[Stored items]

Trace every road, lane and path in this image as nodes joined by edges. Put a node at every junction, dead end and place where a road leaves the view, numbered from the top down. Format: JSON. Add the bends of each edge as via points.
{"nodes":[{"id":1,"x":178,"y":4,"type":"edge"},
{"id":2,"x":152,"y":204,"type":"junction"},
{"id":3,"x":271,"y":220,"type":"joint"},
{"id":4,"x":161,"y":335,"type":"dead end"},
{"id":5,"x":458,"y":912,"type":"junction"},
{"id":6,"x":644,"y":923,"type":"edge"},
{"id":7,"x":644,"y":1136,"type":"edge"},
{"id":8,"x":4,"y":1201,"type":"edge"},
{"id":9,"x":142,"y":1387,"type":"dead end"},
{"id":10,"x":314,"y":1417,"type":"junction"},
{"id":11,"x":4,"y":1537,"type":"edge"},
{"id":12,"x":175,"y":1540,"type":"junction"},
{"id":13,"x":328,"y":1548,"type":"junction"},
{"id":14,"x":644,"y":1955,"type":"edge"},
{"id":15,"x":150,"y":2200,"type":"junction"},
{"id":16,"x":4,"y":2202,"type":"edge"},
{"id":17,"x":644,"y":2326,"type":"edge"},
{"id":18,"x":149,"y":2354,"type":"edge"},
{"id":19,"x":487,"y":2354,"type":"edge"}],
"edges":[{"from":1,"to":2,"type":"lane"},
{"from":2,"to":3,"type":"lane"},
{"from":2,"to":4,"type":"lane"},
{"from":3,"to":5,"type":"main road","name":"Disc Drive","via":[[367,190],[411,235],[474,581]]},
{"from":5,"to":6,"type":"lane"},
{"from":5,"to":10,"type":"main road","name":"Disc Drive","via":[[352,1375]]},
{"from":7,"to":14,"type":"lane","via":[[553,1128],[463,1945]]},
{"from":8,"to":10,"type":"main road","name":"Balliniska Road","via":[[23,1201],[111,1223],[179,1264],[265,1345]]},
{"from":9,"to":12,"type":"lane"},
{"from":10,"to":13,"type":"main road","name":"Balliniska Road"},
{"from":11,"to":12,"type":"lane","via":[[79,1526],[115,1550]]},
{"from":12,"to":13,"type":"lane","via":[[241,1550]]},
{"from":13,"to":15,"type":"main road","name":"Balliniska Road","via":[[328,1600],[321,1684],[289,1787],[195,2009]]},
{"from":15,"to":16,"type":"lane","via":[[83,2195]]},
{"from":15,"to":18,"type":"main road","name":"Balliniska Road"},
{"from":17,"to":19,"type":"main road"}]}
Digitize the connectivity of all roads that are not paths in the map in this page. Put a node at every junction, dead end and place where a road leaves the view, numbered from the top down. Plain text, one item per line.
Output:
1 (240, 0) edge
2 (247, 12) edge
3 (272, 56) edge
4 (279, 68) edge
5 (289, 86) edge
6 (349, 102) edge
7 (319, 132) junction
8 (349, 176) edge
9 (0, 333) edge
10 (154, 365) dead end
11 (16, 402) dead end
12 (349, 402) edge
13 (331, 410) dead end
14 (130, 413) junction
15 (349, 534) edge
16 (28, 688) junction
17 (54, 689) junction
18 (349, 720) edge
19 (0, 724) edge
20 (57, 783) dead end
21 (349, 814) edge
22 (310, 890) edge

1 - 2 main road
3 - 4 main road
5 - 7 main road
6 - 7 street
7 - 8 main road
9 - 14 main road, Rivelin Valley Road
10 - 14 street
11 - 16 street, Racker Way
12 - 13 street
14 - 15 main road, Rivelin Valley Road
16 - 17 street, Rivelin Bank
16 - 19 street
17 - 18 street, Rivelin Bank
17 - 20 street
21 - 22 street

» Task directions:
Reading through the preceding records, tally each line that holds the word "Rivelin" and give the tally by itself.

» Worked solution:
4